It is testament to the brilliance and the magnificent achievements of Sir Lewis Hamilton that every time he makes a mistake, it draws no shortage of shock from the Formula 1 community.
The distasteful cheering from the grandstand aside, this was the general feeling after the seven-time champion put his car into the wall during qualifying at the Austrian Grand Prix last time out.
Hamilton and team-mate George Russell had not only made it into Q3, but genuinely looked as though they might trouble Ferrari and Red Bull for a place in the top four in Spielberg, before it all went wrong.
Hamilton lost control of the rear of his car at Turn Seven, and went straight on into Eight as the gravel trap booked him a one-way ticket to the barrier – he was thankfully okay after the impact.
Russell then took too much kerb on the way into Turn 10 on his Q3 run, going into the wall himself before clambering out unharmed.
It meant that the 24-year-old started fourth after Sergio Perez was penalised for exceeding track limits at the end of Q2.
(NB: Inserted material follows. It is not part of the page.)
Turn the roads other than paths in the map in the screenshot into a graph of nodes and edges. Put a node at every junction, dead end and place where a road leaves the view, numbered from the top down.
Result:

Hamilton had not yet set a representative time, so he would start the race ninth at the end of what was initially looking like a promising day for the Silver Arrows.
One theory posited as to Hamilton’s crash was a gust of wind at Turn Seven, but Shinji Nakano, who scored points twice for Brabham in 1997, believes the 37-year-old was just pushing too hard.
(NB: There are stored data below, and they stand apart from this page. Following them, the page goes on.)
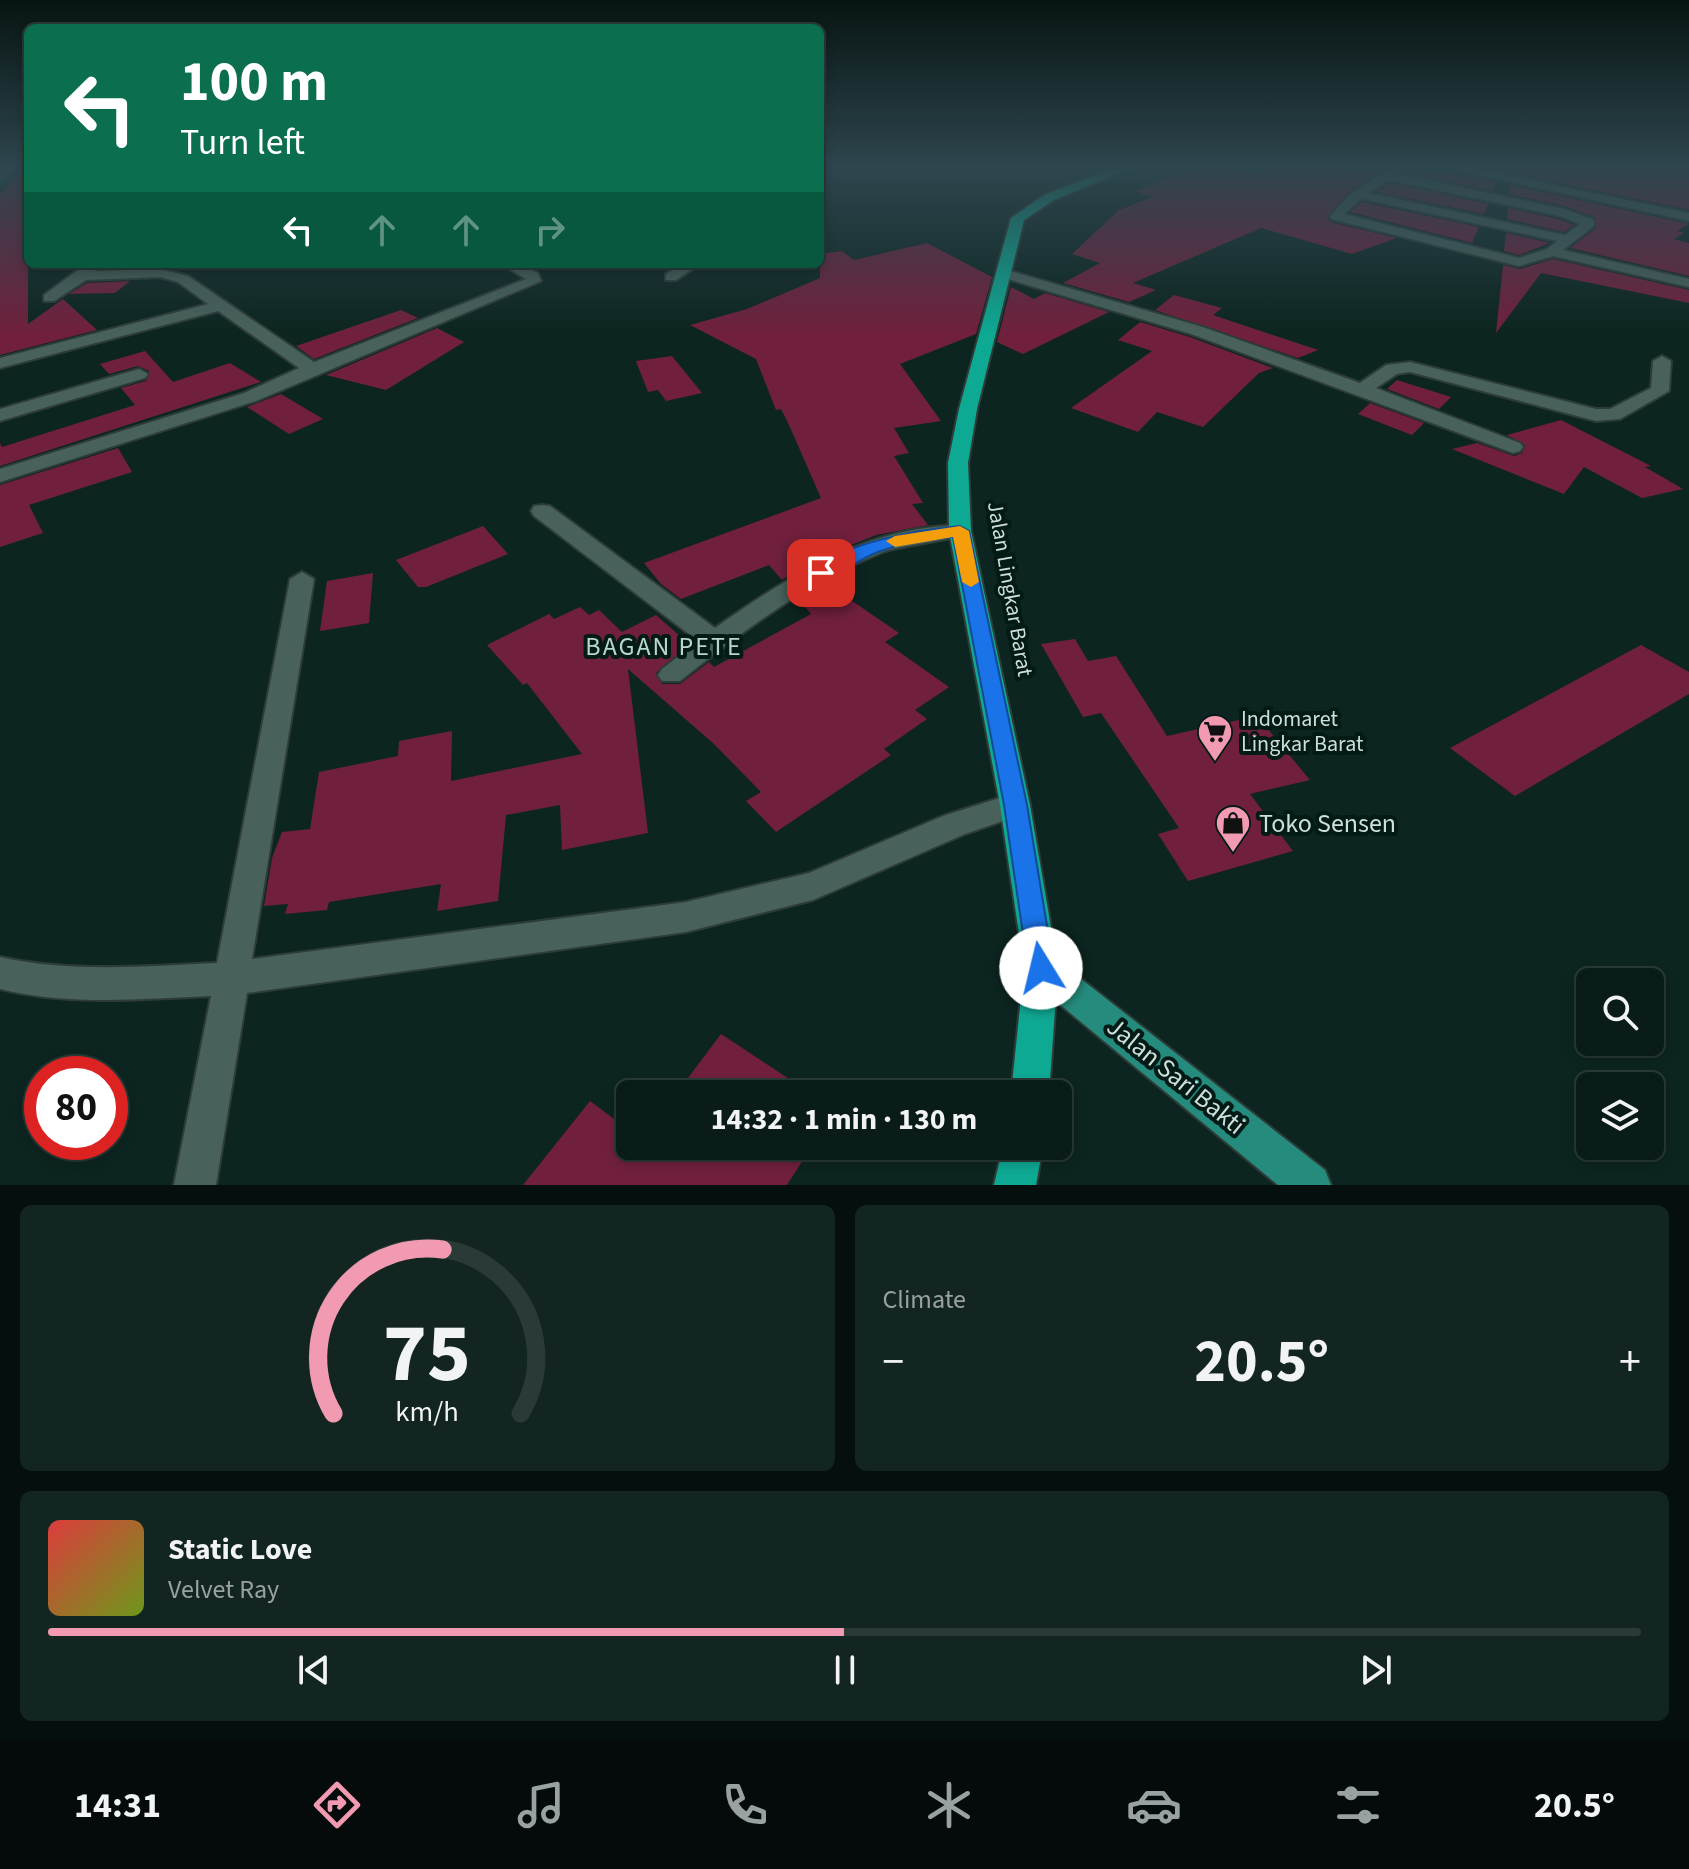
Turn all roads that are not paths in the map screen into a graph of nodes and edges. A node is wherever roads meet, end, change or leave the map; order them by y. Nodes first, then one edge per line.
1 (1018, 223) edge
2 (1365, 223) edge
3 (1473, 223) edge
4 (1586, 223) edge
5 (1561, 246) junction
6 (516, 268) edge
7 (686, 268) edge
8 (88, 270) edge
9 (1003, 273) junction
10 (1689, 273) edge
11 (671, 277) dead end
12 (1689, 283) edge
13 (49, 298) dead end
14 (217, 306) junction
15 (1662, 361) dead end
16 (0, 363) edge
17 (312, 369) junction
18 (139, 374) dead end
19 (1363, 389) junction
20 (0, 415) edge
21 (1513, 447) dead end
22 (0, 476) edge
23 (542, 511) dead end
24 (960, 531) junction
25 (302, 579) dead end
26 (714, 640) junction
27 (671, 675) dead end
28 (1015, 805) junction
29 (1041, 968) junction
30 (0, 973) edge
31 (234, 978) junction
32 (1031, 1080) edge
33 (1020, 1160) edge
34 (195, 1185) edge
35 (1015, 1185) edge
36 (1310, 1185) edge

1 - 9 highway, Jalan Lingkar Barat
2 - 5 street
3 - 5 street
4 - 5 street
5 - 10 street
5 - 12 street
6 - 17 street
7 - 11 street
8 - 13 street
8 - 14 street
9 - 19 street
9 - 24 highway, Jalan Lingkar Barat
14 - 16 street
14 - 17 street
15 - 19 street
17 - 22 street
18 - 20 street
19 - 21 street
23 - 26 street
24 - 26 street
24 - 28 highway, Jalan Lingkar Barat
25 - 31 street
26 - 27 street
28 - 29 highway, Jalan Lingkar Barat
28 - 31 street
29 - 32 highway, Jalan Lingkar Barat
29 - 36 main road, Jalan Sari Bakti
30 - 31 street
31 - 34 street
33 - 35 highway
“Lewis Hamilton in Q3 crashed in the seventh to eighth corners of the high speed [section],” he said.
“It was said that it was affected by the wind because it was a high-speed corner, but as far as I can see [from] the video, I think Hamilton simply attacked too much.
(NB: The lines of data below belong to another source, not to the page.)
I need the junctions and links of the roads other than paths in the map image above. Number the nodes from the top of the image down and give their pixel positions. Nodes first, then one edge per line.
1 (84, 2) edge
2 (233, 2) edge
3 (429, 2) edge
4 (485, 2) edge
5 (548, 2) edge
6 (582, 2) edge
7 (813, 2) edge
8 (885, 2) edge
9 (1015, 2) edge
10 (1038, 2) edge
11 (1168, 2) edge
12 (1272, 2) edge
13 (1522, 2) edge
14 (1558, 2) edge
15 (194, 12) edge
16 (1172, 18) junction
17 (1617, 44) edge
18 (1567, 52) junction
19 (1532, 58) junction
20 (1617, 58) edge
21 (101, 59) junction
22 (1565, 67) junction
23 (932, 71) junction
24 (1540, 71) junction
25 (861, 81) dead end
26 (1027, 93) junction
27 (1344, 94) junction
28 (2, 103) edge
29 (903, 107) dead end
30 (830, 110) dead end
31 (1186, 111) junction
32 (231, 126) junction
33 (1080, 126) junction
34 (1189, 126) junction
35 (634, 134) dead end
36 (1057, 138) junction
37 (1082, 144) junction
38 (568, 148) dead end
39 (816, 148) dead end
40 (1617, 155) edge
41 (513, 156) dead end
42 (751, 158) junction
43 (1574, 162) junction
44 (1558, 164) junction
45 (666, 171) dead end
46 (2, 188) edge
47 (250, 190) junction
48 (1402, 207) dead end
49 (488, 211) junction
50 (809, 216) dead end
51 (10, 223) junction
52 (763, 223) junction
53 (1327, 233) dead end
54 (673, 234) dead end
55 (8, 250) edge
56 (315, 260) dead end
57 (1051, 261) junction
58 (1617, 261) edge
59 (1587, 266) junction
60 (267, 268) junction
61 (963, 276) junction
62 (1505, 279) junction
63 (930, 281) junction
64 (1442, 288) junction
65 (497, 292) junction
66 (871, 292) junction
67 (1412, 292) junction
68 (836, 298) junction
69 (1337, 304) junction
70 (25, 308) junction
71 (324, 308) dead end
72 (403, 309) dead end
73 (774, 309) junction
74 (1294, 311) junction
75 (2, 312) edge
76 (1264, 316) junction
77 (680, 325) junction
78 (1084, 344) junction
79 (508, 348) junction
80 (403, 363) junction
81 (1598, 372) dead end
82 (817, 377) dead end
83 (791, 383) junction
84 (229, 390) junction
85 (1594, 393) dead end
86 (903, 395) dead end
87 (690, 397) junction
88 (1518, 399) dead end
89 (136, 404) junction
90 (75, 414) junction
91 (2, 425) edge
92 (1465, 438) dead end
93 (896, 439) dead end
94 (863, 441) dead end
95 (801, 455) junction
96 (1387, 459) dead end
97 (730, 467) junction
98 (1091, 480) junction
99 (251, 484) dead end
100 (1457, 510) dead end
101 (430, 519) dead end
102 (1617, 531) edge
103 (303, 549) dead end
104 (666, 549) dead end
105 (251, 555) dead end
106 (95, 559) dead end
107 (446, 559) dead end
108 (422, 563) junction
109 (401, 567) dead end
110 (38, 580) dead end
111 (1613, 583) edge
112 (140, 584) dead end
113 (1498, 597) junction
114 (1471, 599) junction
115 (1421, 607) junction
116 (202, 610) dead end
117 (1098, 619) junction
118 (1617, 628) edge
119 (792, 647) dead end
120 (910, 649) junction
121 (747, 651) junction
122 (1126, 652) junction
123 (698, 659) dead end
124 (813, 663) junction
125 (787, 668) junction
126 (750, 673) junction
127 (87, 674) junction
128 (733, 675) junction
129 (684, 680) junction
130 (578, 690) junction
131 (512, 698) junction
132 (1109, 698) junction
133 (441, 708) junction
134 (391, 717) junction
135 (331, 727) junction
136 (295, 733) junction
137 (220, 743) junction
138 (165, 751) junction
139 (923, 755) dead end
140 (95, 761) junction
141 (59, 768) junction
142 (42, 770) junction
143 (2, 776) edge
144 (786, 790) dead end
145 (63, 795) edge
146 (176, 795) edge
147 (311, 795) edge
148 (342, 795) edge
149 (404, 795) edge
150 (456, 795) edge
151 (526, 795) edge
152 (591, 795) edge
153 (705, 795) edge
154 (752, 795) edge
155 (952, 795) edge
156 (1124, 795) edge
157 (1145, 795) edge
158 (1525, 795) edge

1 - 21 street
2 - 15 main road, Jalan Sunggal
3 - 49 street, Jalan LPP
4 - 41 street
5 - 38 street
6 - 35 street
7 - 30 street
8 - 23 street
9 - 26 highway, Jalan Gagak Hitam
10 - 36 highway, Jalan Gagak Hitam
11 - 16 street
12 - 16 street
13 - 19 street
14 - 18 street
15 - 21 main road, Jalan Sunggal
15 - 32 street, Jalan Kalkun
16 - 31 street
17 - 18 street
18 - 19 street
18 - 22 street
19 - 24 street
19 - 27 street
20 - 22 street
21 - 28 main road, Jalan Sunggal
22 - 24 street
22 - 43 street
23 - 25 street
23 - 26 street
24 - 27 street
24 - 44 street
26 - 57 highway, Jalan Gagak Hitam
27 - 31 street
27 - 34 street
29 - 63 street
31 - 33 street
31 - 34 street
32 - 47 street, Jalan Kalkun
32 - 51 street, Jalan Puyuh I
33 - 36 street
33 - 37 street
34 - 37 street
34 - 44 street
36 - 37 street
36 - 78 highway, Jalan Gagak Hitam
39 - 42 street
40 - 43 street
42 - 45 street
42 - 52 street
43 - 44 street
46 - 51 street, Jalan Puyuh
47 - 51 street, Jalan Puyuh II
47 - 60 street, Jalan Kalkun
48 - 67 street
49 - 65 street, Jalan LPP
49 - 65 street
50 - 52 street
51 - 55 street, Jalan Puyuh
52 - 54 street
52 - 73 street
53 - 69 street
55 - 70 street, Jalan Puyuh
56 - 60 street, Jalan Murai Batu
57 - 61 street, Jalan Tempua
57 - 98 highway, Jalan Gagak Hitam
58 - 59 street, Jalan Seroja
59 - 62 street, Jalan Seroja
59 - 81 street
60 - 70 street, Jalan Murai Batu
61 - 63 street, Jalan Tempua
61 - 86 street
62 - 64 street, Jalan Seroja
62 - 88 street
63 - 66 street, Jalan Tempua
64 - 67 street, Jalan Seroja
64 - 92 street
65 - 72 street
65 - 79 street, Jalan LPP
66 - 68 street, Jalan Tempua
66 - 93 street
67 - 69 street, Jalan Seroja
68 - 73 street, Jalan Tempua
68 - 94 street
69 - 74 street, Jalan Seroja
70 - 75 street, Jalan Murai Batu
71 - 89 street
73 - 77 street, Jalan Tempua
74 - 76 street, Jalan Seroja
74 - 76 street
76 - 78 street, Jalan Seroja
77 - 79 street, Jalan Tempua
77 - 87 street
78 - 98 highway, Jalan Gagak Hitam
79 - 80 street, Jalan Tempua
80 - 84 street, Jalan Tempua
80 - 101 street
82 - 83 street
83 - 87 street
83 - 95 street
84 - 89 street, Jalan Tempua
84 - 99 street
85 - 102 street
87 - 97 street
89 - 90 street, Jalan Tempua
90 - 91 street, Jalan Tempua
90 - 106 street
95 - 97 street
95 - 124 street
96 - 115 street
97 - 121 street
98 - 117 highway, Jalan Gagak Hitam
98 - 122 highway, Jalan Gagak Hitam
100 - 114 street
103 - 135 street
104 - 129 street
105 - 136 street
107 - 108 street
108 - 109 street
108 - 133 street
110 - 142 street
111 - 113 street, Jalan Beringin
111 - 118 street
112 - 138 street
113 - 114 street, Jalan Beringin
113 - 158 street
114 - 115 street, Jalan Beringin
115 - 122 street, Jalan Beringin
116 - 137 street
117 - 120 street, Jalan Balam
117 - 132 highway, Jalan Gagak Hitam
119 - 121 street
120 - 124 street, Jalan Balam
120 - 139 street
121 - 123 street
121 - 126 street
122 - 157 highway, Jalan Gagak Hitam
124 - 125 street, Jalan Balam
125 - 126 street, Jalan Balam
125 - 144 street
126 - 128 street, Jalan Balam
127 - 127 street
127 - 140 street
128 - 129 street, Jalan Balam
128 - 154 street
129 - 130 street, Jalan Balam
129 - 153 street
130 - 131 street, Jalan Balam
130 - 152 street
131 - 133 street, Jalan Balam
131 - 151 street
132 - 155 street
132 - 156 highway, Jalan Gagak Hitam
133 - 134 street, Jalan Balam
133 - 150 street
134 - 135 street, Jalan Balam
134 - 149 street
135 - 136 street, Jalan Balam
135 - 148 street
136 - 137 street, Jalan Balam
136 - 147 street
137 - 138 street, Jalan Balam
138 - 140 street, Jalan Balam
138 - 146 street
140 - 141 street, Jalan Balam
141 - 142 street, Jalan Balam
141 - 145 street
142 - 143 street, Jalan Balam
“Even if you look at the Mercedes car this time, the straight is not very fast, and even though the acceleration at the corner exit is also traction, when you see the place where the subsequent growth is not so good, it is cornering by that much you have to earn time.”
The Silver Arrows have been significantly lacking in pace compared to Ferrari and Red Bull this season, so Hamilton and Russell are having to try and pull rabbits out of hats to gain more performance.
“Hamilton’s mistake is a mistake, but he is in a situation where he has to attack beyond the limits of the car, or in a sense he is pushing himself,” explained Nakano.
Hamilton went on to finish the race third having finished eighth in the sprint race, while Russell recovered to fourth after making contact with Sergio Perez on the opening lap, damaging his front wing and picking up a penalty in the process.